- [Data extract]
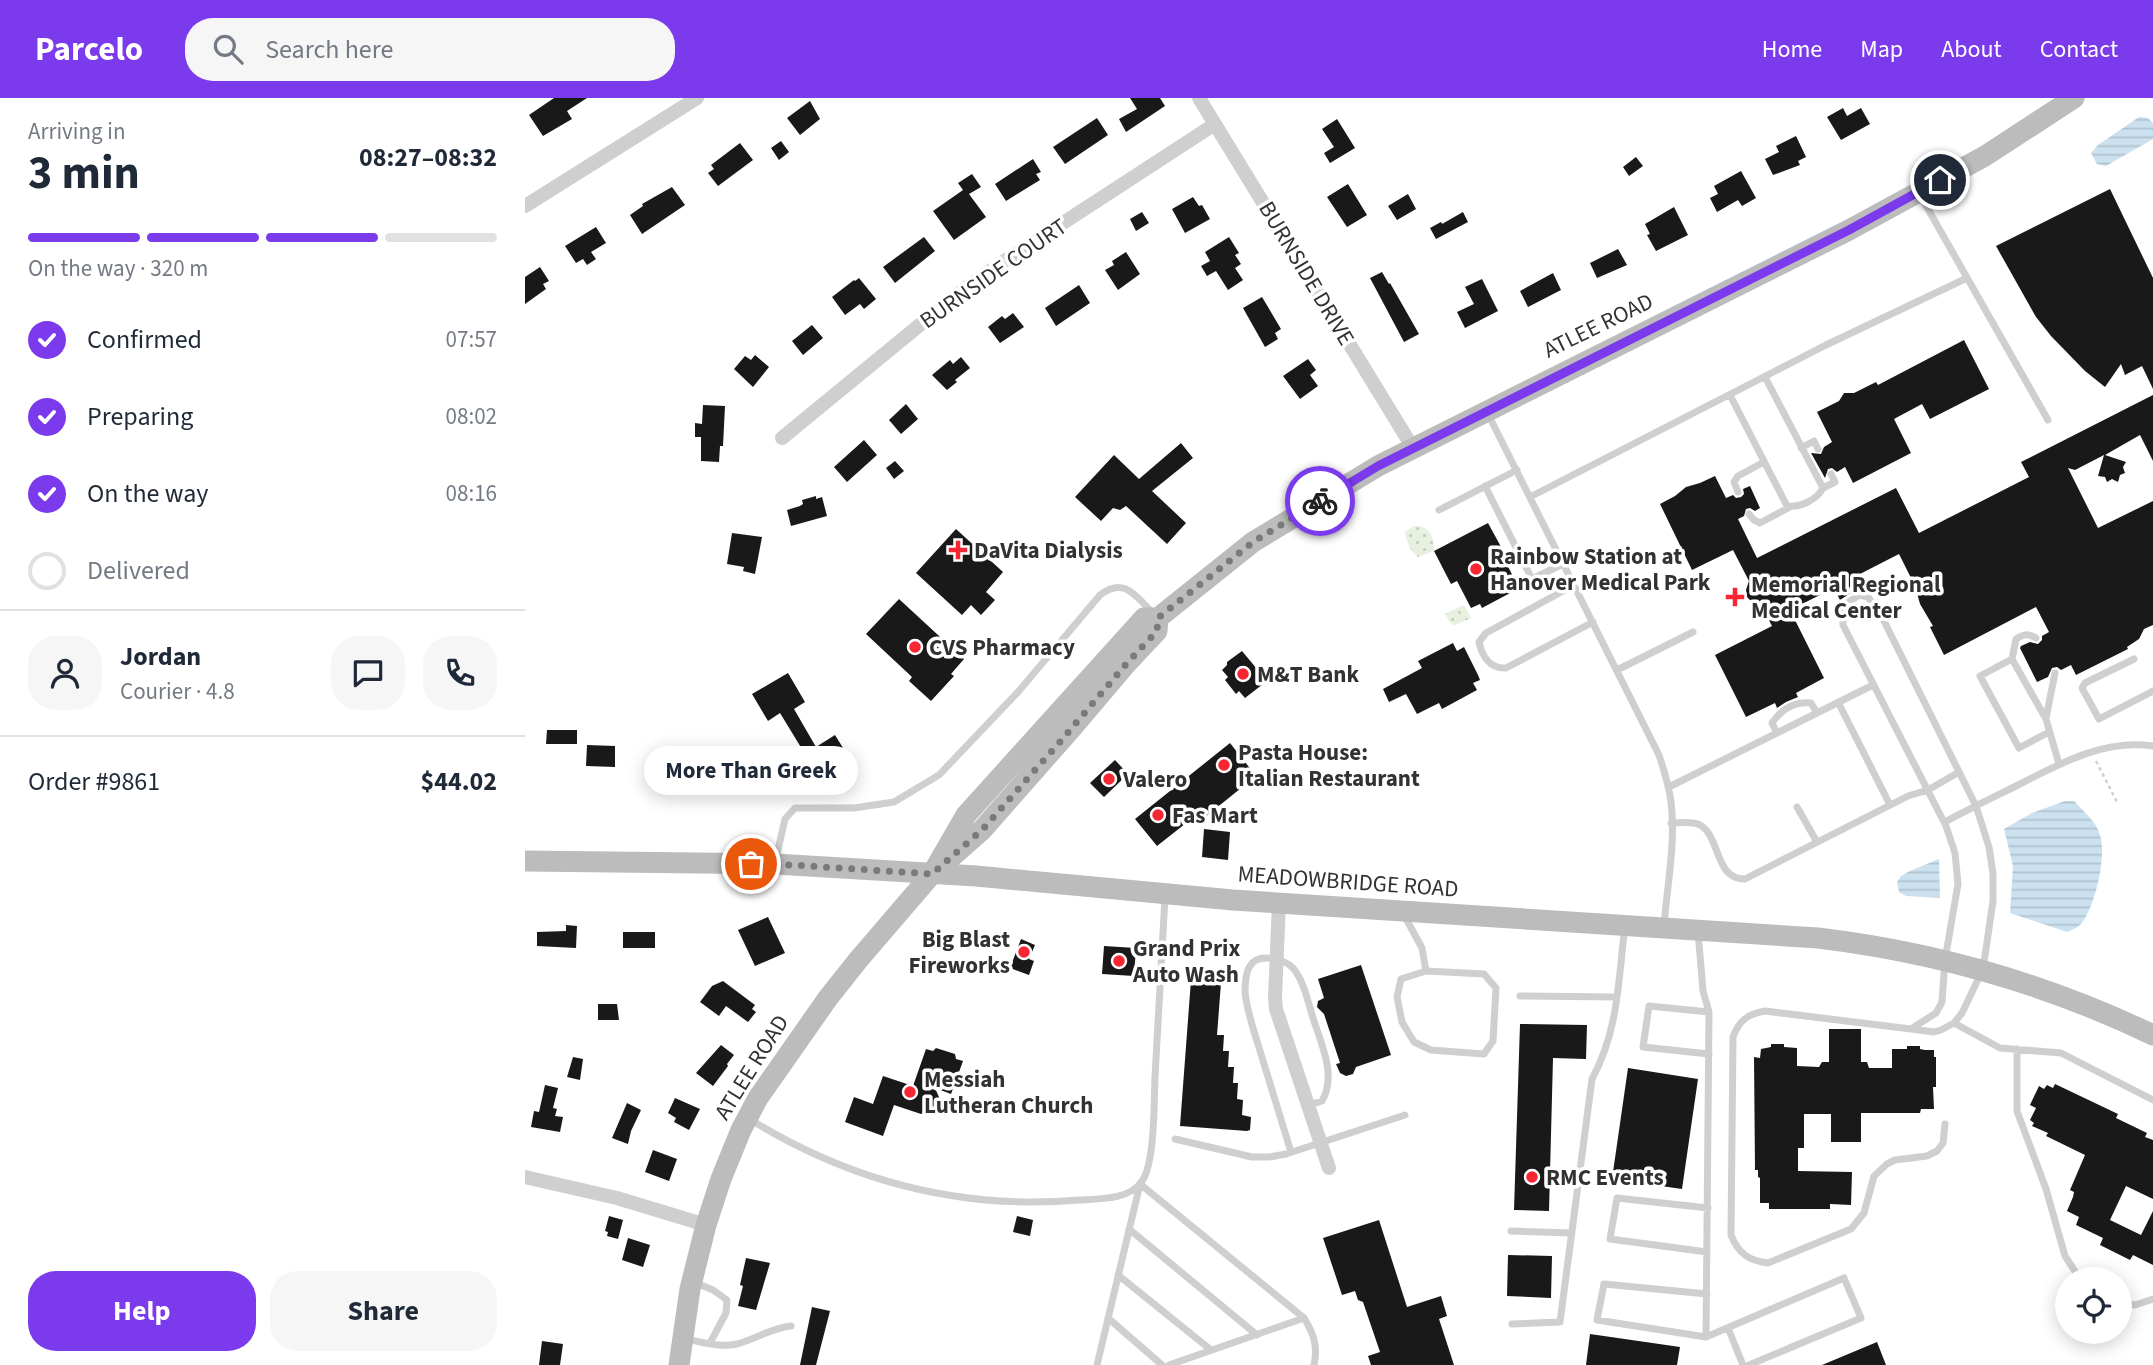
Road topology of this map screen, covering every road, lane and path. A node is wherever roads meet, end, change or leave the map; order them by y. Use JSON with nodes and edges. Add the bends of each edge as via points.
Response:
{"nodes":[{"id":1,"x":697,"y":98,"type":"edge"},
{"id":2,"x":1199,"y":98,"type":"edge"},
{"id":3,"x":2074,"y":98,"type":"edge"},
{"id":4,"x":1215,"y":124,"type":"junction"},
{"id":5,"x":1918,"y":191,"type":"junction"},
{"id":6,"x":525,"y":206,"type":"edge"},
{"id":7,"x":1967,"y":278,"type":"junction"},
{"id":8,"x":1765,"y":377,"type":"junction"},
{"id":9,"x":1730,"y":395,"type":"junction"},
{"id":10,"x":1487,"y":410,"type":"junction"},
{"id":11,"x":2048,"y":420,"type":"dead end"},
{"id":12,"x":782,"y":438,"type":"dead end"},
{"id":13,"x":1413,"y":448,"type":"junction"},
{"id":14,"x":1801,"y":448,"type":"junction"},
{"id":15,"x":1818,"y":449,"type":"dead end"},
{"id":16,"x":1764,"y":462,"type":"junction"},
{"id":17,"x":1517,"y":470,"type":"junction"},
{"id":18,"x":1831,"y":474,"type":"dead end"},
{"id":19,"x":1485,"y":486,"type":"junction"},
{"id":20,"x":1823,"y":488,"type":"junction"},
{"id":21,"x":1738,"y":492,"type":"dead end"},
{"id":22,"x":1530,"y":497,"type":"junction"},
{"id":23,"x":1791,"y":507,"type":"junction"},
{"id":24,"x":1439,"y":510,"type":"dead end"},
{"id":25,"x":1749,"y":514,"type":"dead end"},
{"id":26,"x":1563,"y":564,"type":"junction"},
{"id":27,"x":1574,"y":585,"type":"junction"},
{"id":28,"x":1158,"y":618,"type":"junction"},
{"id":29,"x":1593,"y":622,"type":"junction"},
{"id":30,"x":1693,"y":632,"type":"dead end"},
{"id":31,"x":2036,"y":638,"type":"dead end"},
{"id":32,"x":2012,"y":659,"type":"junction"},
{"id":33,"x":2134,"y":659,"type":"dead end"},
{"id":34,"x":1617,"y":670,"type":"junction"},
{"id":35,"x":2055,"y":673,"type":"dead end"},
{"id":36,"x":1873,"y":685,"type":"junction"},
{"id":37,"x":2153,"y":691,"type":"edge"},
{"id":38,"x":1838,"y":702,"type":"junction"},
{"id":39,"x":1817,"y":713,"type":"junction"},
{"id":40,"x":2046,"y":719,"type":"junction"},
{"id":41,"x":2049,"y":732,"type":"junction"},
{"id":42,"x":1777,"y":733,"type":"junction"},
{"id":43,"x":2153,"y":746,"type":"edge"},
{"id":44,"x":2091,"y":752,"type":"junction"},
{"id":45,"x":2059,"y":764,"type":"junction"},
{"id":46,"x":1959,"y":772,"type":"junction"},
{"id":47,"x":1669,"y":788,"type":"junction"},
{"id":48,"x":1928,"y":790,"type":"junction"},
{"id":49,"x":2117,"y":804,"type":"dead end"},
{"id":50,"x":1890,"y":805,"type":"junction"},
{"id":51,"x":1976,"y":806,"type":"junction"},
{"id":52,"x":1797,"y":807,"type":"dead end"},
{"id":53,"x":1945,"y":822,"type":"junction"},
{"id":54,"x":1671,"y":823,"type":"junction"},
{"id":55,"x":1817,"y":842,"type":"junction"},
{"id":56,"x":525,"y":861,"type":"edge"},
{"id":57,"x":775,"y":864,"type":"junction"},
{"id":58,"x":932,"y":874,"type":"junction"},
{"id":59,"x":1165,"y":894,"type":"junction"},
{"id":60,"x":1279,"y":903,"type":"junction"},
{"id":61,"x":1402,"y":911,"type":"junction"},
{"id":62,"x":1625,"y":926,"type":"junction"},
{"id":63,"x":1664,"y":928,"type":"junction"},
{"id":64,"x":1698,"y":931,"type":"junction"},
{"id":65,"x":1277,"y":959,"type":"junction"},
{"id":66,"x":1945,"y":960,"type":"junction"},
{"id":67,"x":1983,"y":969,"type":"junction"},
{"id":68,"x":1426,"y":971,"type":"junction"},
{"id":69,"x":1520,"y":996,"type":"dead end"},
{"id":70,"x":1617,"y":997,"type":"junction"},
{"id":71,"x":1709,"y":1012,"type":"junction"},
{"id":72,"x":1954,"y":1023,"type":"junction"},
{"id":73,"x":1911,"y":1029,"type":"junction"},
{"id":74,"x":2153,"y":1035,"type":"edge"},
{"id":75,"x":2017,"y":1048,"type":"junction"},
{"id":76,"x":1709,"y":1054,"type":"junction"},
{"id":77,"x":2153,"y":1100,"type":"edge"},
{"id":78,"x":1308,"y":1105,"type":"junction"},
{"id":79,"x":1405,"y":1115,"type":"dead end"},
{"id":80,"x":747,"y":1118,"type":"junction"},
{"id":81,"x":1945,"y":1124,"type":"dead end"},
{"id":82,"x":1175,"y":1139,"type":"dead end"},
{"id":83,"x":1321,"y":1143,"type":"junction"},
{"id":84,"x":1291,"y":1152,"type":"junction"},
{"id":85,"x":1329,"y":1168,"type":"dead end"},
{"id":86,"x":525,"y":1177,"type":"edge"},
{"id":87,"x":1140,"y":1184,"type":"junction"},
{"id":88,"x":1707,"y":1208,"type":"junction"},
{"id":89,"x":706,"y":1225,"type":"junction"},
{"id":90,"x":1129,"y":1229,"type":"junction"},
{"id":91,"x":1511,"y":1231,"type":"dead end"},
{"id":92,"x":1572,"y":1233,"type":"junction"},
{"id":93,"x":1707,"y":1252,"type":"junction"},
{"id":94,"x":2072,"y":1267,"type":"edge"},
{"id":95,"x":1118,"y":1275,"type":"junction"},
{"id":96,"x":692,"y":1281,"type":"junction"},
{"id":97,"x":1707,"y":1294,"type":"junction"},
{"id":98,"x":2153,"y":1299,"type":"edge"},
{"id":99,"x":2132,"y":1304,"type":"edge"},
{"id":100,"x":1108,"y":1318,"type":"junction"},
{"id":101,"x":1304,"y":1318,"type":"junction"},
{"id":102,"x":1512,"y":1324,"type":"dead end"},
{"id":103,"x":791,"y":1325,"type":"dead end"},
{"id":104,"x":1728,"y":1328,"type":"junction"},
{"id":105,"x":1257,"y":1335,"type":"junction"},
{"id":106,"x":1706,"y":1337,"type":"junction"},
{"id":107,"x":682,"y":1339,"type":"junction"},
{"id":108,"x":710,"y":1343,"type":"junction"},
{"id":109,"x":1212,"y":1350,"type":"junction"},
{"id":110,"x":679,"y":1365,"type":"edge"},
{"id":111,"x":1097,"y":1365,"type":"edge"},
{"id":112,"x":1162,"y":1365,"type":"edge"},
{"id":113,"x":1169,"y":1365,"type":"edge"},
{"id":114,"x":1314,"y":1365,"type":"edge"},
{"id":115,"x":1743,"y":1365,"type":"edge"},
{"id":116,"x":1749,"y":1365,"type":"edge"}],
"edges":[{"from":1,"to":6,"type":"street"},
{"from":2,"to":4,"type":"street","name":"BURNSIDE DRIVE"},
{"from":3,"to":5,"type":"main road","name":"ATLEE ROAD","via":[[1986,156]]},
{"from":4,"to":12,"type":"street","name":"BURNSIDE COURT","via":[[988,272]]},
{"from":4,"to":13,"type":"street","name":"BURNSIDE DRIVE"},
{"from":5,"to":7,"type":"lane"},
{"from":5,"to":10,"type":"main road","name":"ATLEE ROAD","via":[[1849,230]]},
{"from":7,"to":8,"type":"lane"},
{"from":7,"to":11,"type":"lane"},
{"from":8,"to":9,"type":"lane"},
{"from":8,"to":14,"type":"lane"},
{"from":9,"to":16,"type":"lane"},
{"from":9,"to":22,"type":"lane"},
{"from":10,"to":13,"type":"main road","name":"ATLEE ROAD"},
{"from":10,"to":17,"type":"lane"},
{"from":13,"to":28,"type":"main road","name":"ATLEE ROAD","via":[[1253,542]]},
{"from":14,"to":15,"type":"lane","via":[[1814,441]]},
{"from":14,"to":20,"type":"lane"},
{"from":16,"to":21,"type":"lane","via":[[1738,475],[1734,482]]},
{"from":16,"to":23,"type":"lane"},
{"from":17,"to":19,"type":"lane"},
{"from":17,"to":22,"type":"lane"},
{"from":18,"to":20,"type":"lane","via":[[1835,482]]},
{"from":19,"to":24,"type":"lane"},
{"from":19,"to":26,"type":"lane","via":[[1532,579]]},
{"from":20,"to":23,"type":"lane"},
{"from":22,"to":26,"type":"lane"},
{"from":23,"to":25,"type":"lane","via":[[1760,523]]},
{"from":26,"to":27,"type":"lane"},
{"from":27,"to":29,"type":"lane"},
{"from":27,"to":29,"type":"lane","via":[[1486,633],[1479,642],[1481,652],[1489,662],[1506,668]]},
{"from":28,"to":57,"type":"lane","via":[[1128,589],[1110,587],[939,775],[894,802],[854,808],[795,808],[785,819]]},
{"from":28,"to":58,"type":"main road","name":"ATLEE ROAD","via":[[1143,618],[1055,715],[966,816]]},
{"from":29,"to":34,"type":"lane"},
{"from":30,"to":34,"type":"lane"},
{"from":31,"to":32,"type":"lane","via":[[2023,634],[2015,639]]},
{"from":32,"to":40,"type":"lane"},
{"from":32,"to":41,"type":"lane","via":[[1980,676],[2019,748]]},
{"from":33,"to":37,"type":"lane","via":[[2082,688],[2099,719]]},
{"from":34,"to":47,"type":"lane","via":[[1659,755]]},
{"from":35,"to":40,"type":"lane"},
{"from":36,"to":38,"type":"lane"},
{"from":36,"to":46,"type":"lane","via":[[1843,625],[1843,606],[1859,595],[1874,603]]},
{"from":36,"to":48,"type":"lane"},
{"from":38,"to":39,"type":"lane"},
{"from":38,"to":50,"type":"lane"},
{"from":39,"to":42,"type":"lane"},
{"from":39,"to":42,"type":"lane","via":[[1811,703],[1800,702],[1779,712],[1772,723]]},
{"from":40,"to":41,"type":"lane"},
{"from":41,"to":45,"type":"lane"},
{"from":42,"to":47,"type":"lane"},
{"from":43,"to":44,"type":"lane","via":[[2131,744]]},
{"from":44,"to":45,"type":"lane"},
{"from":44,"to":49,"type":"path"},
{"from":45,"to":51,"type":"lane"},
{"from":46,"to":48,"type":"lane"},
{"from":46,"to":51,"type":"lane"},
{"from":47,"to":54,"type":"lane"},
{"from":48,"to":50,"type":"lane"},
{"from":48,"to":53,"type":"lane"},
{"from":50,"to":55,"type":"lane"},
{"from":51,"to":53,"type":"lane"},
{"from":51,"to":67,"type":"lane","via":[[1993,874]]},
{"from":52,"to":55,"type":"lane"},
{"from":53,"to":66,"type":"lane","via":[[1958,884]]},
{"from":54,"to":55,"type":"lane","via":[[1697,823],[1705,830],[1727,873],[1735,879],[1745,879]]},
{"from":54,"to":63,"type":"lane"},
{"from":56,"to":57,"type":"main road","name":"MEADOWBRIDGE ROAD"},
{"from":57,"to":58,"type":"main road","name":"MEADOWBRIDGE ROAD"},
{"from":58,"to":59,"type":"main road","name":"MEADOWBRIDGE ROAD"},
{"from":58,"to":80,"type":"main road","name":"ATLEE ROAD","via":[[828,998]]},
{"from":59,"to":60,"type":"main road","name":"MEADOWBRIDGE ROAD"},
{"from":59,"to":87,"type":"lane","via":[[1153,1125],[1147,1171]]},
{"from":60,"to":61,"type":"main road","name":"MEADOWBRIDGE ROAD"},
{"from":60,"to":65,"type":"street"},
{"from":61,"to":62,"type":"main road","name":"MEADOWBRIDGE ROAD"},
{"from":61,"to":68,"type":"lane","via":[[1422,948]]},
{"from":62,"to":63,"type":"main road","name":"MEADOWBRIDGE ROAD"},
{"from":62,"to":70,"type":"lane"},
{"from":63,"to":64,"type":"main road","name":"MEADOWBRIDGE ROAD"},
{"from":64,"to":66,"type":"main road","name":"MEADOWBRIDGE ROAD","via":[[1827,939]]},
{"from":64,"to":71,"type":"lane"},
{"from":65,"to":78,"type":"street","via":[[1276,1009]]},
{"from":65,"to":78,"type":"lane","via":[[1292,967],[1300,980],[1327,1063],[1326,1094],[1322,1101]]},
{"from":65,"to":84,"type":"lane","via":[[1254,961],[1245,990]]},
{"from":66,"to":67,"type":"main road","name":"MEADOWBRIDGE ROAD"},
{"from":66,"to":73,"type":"lane","via":[[1942,1002],[1936,1013]]},
{"from":67,"to":72,"type":"lane"},
{"from":67,"to":74,"type":"main road","name":"MEADOWBRIDGE ROAD","via":[[2063,996]]},
{"from":68,"to":68,"type":"lane","via":[[1401,979],[1397,997],[1402,1022],[1414,1042],[1431,1050],[1484,1054],[1493,1041],[1496,988],[1484,974]]},
{"from":69,"to":70,"type":"lane"},
{"from":70,"to":92,"type":"lane","via":[[1604,1057],[1592,1079]]},
{"from":71,"to":76,"type":"lane"},
{"from":71,"to":76,"type":"lane","via":[[1649,1006],[1643,1047]]},
{"from":72,"to":73,"type":"lane","via":[[1934,1031]]},
{"from":72,"to":75,"type":"lane","via":[[2000,1048]]},
{"from":73,"to":81,"type":"lane","via":[[1765,1011],[1741,1021],[1733,1037],[1734,1244],[1745,1257],[1768,1263],[1851,1229],[1864,1213],[1879,1169],[1895,1160],[1937,1151]]},
{"from":75,"to":77,"type":"lane","via":[[2061,1053]]},
{"from":75,"to":94,"type":"lane","via":[[2017,1111]]},
{"from":76,"to":88,"type":"lane"},
{"from":78,"to":83,"type":"street"},
{"from":79,"to":83,"type":"lane"},
{"from":80,"to":87,"type":"lane","via":[[847,1168],[937,1194],[1009,1203],[1050,1202],[1127,1194]]},
{"from":80,"to":89,"type":"main road","name":"ATLEE ROAD"},
{"from":82,"to":84,"type":"lane","via":[[1252,1157]]},
{"from":83,"to":84,"type":"lane"},
{"from":83,"to":85,"type":"street"},
{"from":86,"to":89,"type":"street"},
{"from":87,"to":90,"type":"lane"},
{"from":87,"to":101,"type":"lane"},
{"from":88,"to":93,"type":"lane"},
{"from":88,"to":93,"type":"lane","via":[[1617,1198],[1610,1239]]},
{"from":89,"to":96,"type":"main road","name":"ATLEE ROAD"},
{"from":90,"to":95,"type":"lane"},
{"from":90,"to":105,"type":"lane"},
{"from":91,"to":92,"type":"lane"},
{"from":92,"to":102,"type":"lane","via":[[1560,1322]]},
{"from":93,"to":97,"type":"lane"},
{"from":95,"to":100,"type":"lane"},
{"from":95,"to":109,"type":"lane"},
{"from":96,"to":107,"type":"main road","name":"ATLEE ROAD"},
{"from":96,"to":108,"type":"lane","via":[[727,1300]]},
{"from":97,"to":106,"type":"lane"},
{"from":97,"to":106,"type":"lane","via":[[1604,1284],[1598,1320]]},
{"from":98,"to":99,"type":"lane"},
{"from":100,"to":111,"type":"lane"},
{"from":100,"to":112,"type":"lane"},
{"from":101,"to":105,"type":"lane"},
{"from":101,"to":114,"type":"lane","via":[[1314,1335]]},
{"from":103,"to":108,"type":"lane","via":[[739,1343]]},
{"from":104,"to":106,"type":"lane"},
{"from":104,"to":115,"type":"lane"},
{"from":104,"to":116,"type":"lane","via":[[1844,1278],[1861,1318]]},
{"from":105,"to":109,"type":"lane"},
{"from":107,"to":108,"type":"lane"},
{"from":107,"to":110,"type":"main road","name":"ATLEE ROAD"},
{"from":109,"to":113,"type":"lane"}]}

- [To do] Look for the string "ATLEE" in the data above and return every line that has it.

- [Solution for this exercise]
{"from":3,"to":5,"type":"main road","name":"ATLEE ROAD","via":[[1986,156]]},
{"from":5,"to":10,"type":"main road","name":"ATLEE ROAD","via":[[1849,230]]},
{"from":10,"to":13,"type":"main road","name":"ATLEE ROAD"},
{"from":13,"to":28,"type":"main road","name":"ATLEE ROAD","via":[[1253,542]]},
{"from":28,"to":58,"type":"main road","name":"ATLEE ROAD","via":[[1143,618],[1055,715],[966,816]]},
{"from":58,"to":80,"type":"main road","name":"ATLEE ROAD","via":[[828,998]]},
{"from":80,"to":89,"type":"main road","name":"ATLEE ROAD"},
{"from":89,"to":96,"type":"main road","name":"ATLEE ROAD"},
{"from":96,"to":107,"type":"main road","name":"ATLEE ROAD"},
{"from":107,"to":110,"type":"main road","name":"ATLEE ROAD"},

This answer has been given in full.